Raymund next moved to Kraków, a major trading centre for his own family and for the mine-owners the Thurzó family. On 16 January 1513 he married Katherina, daughter of the mining engineer and businessman János Thurzó. Raymund was also Jakob's first choice as head of the joint Fugger-Thurzó mining company in Kraków and he initially agreed, before buying the lordship of Biberach jointly with Ulrich the Younger and settling in Augsburg by 1515 at the latest, as is clear from the tax records. His wife remained in Kraków, where their second son was born and died, both in 1516. Their children included Ulrich Fugger III (1526–1584), a papal chamberlain, and Johann Jakob (1516–1575), art collector and businessman.

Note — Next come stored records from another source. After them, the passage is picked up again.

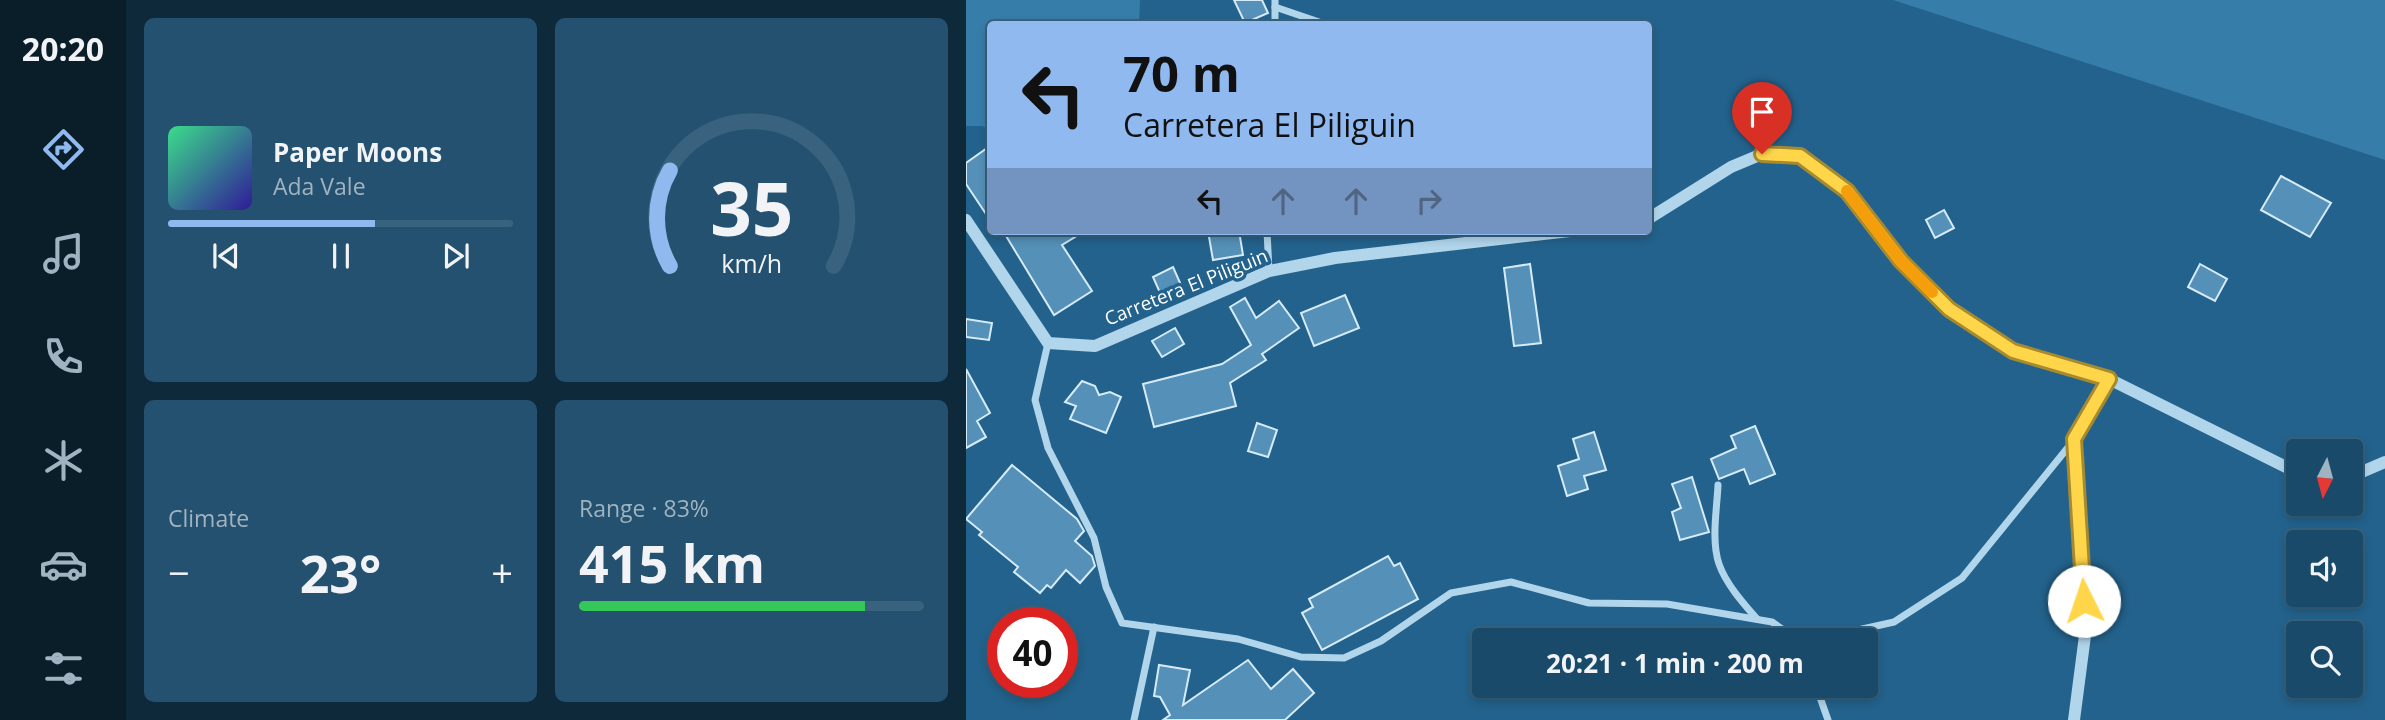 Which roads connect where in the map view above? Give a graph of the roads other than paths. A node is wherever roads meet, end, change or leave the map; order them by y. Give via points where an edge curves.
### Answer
1 (1275, 4) edge
2 (1318, 21) edge
3 (1652, 216) edge
4 (966, 220) edge
5 (1267, 235) edge
6 (1535, 235) edge
7 (1269, 271) junction
8 (1048, 343) junction
9 (2109, 379) junction
10 (2074, 439) junction
11 (2385, 463) edge
12 (2286, 467) edge
13 (2363, 472) edge
14 (1718, 485) dead end
15 (1757, 619) junction
16 (1154, 627) junction
17 (1781, 628) edge
18 (1867, 628) edge
19 (1820, 698) edge
20 (1134, 720) edge
21 (1828, 720) edge
22 (2074, 720) edge

1 - 2 street
3 - 9 street via 1731,167 1762,154 1800,156 1847,191 1901,261 1949,309 2013,351
4 - 8 street
5 - 7 street
6 - 7 street, Carretera El Piliguin via 1335,258
7 - 8 street, Carretera El Piliguin via 1095,346
8 - 16 street via 1035,400 1048,448 1094,537 1106,587 1122,623
9 - 10 street
9 - 12 street
10 - 18 street via 1962,578 1894,622
10 - 22 street via 2086,628
11 - 13 street
14 - 15 street via 1718,563
15 - 16 street via 1667,604 1588,603 1511,582 1451,593 1381,640 1344,658 1301,657 1238,639
15 - 17 street
16 - 20 street
19 - 21 street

Raymund built up a major estate in Augsburg which the humanist Beatus Rhenanus regarded as equal to the gardens of Francis I of France. He also befriended the humanist Erasmus of Rotterdam and the Protestant reformer Philipp Melanchthon as well as gathering a large library. His main interests were his own family history as well as science and classical antiquity. His collection of artworks and antiquities is now largely scattered, but was described by Rhenanus when he was allowed to visit Raymund's house and gardens on the Kleesattlergasse in 1530. It included Italian and especially Venetian paintings, although only one can be definitely traced back to Fugger's collection, namely Vincenzo Catena of Raymund. Raymund also patronised Lucas Cranach the Elder, who he may have met in Kraków. His books included an illuminated layman's prayer-book. He mainly acquired his ancient coins and sculptures from Greece, southern Italy and Sicily, possibly through Venice via the family's trading networks – among other things Rhenanus described "a clothed, prancing figure, holding in its raised right hand a vessel in animal form, in its left a small bowl with a lion's head" and "a naked warrior with helmet, holding in his hands two snakes". He also commissioned medals himself.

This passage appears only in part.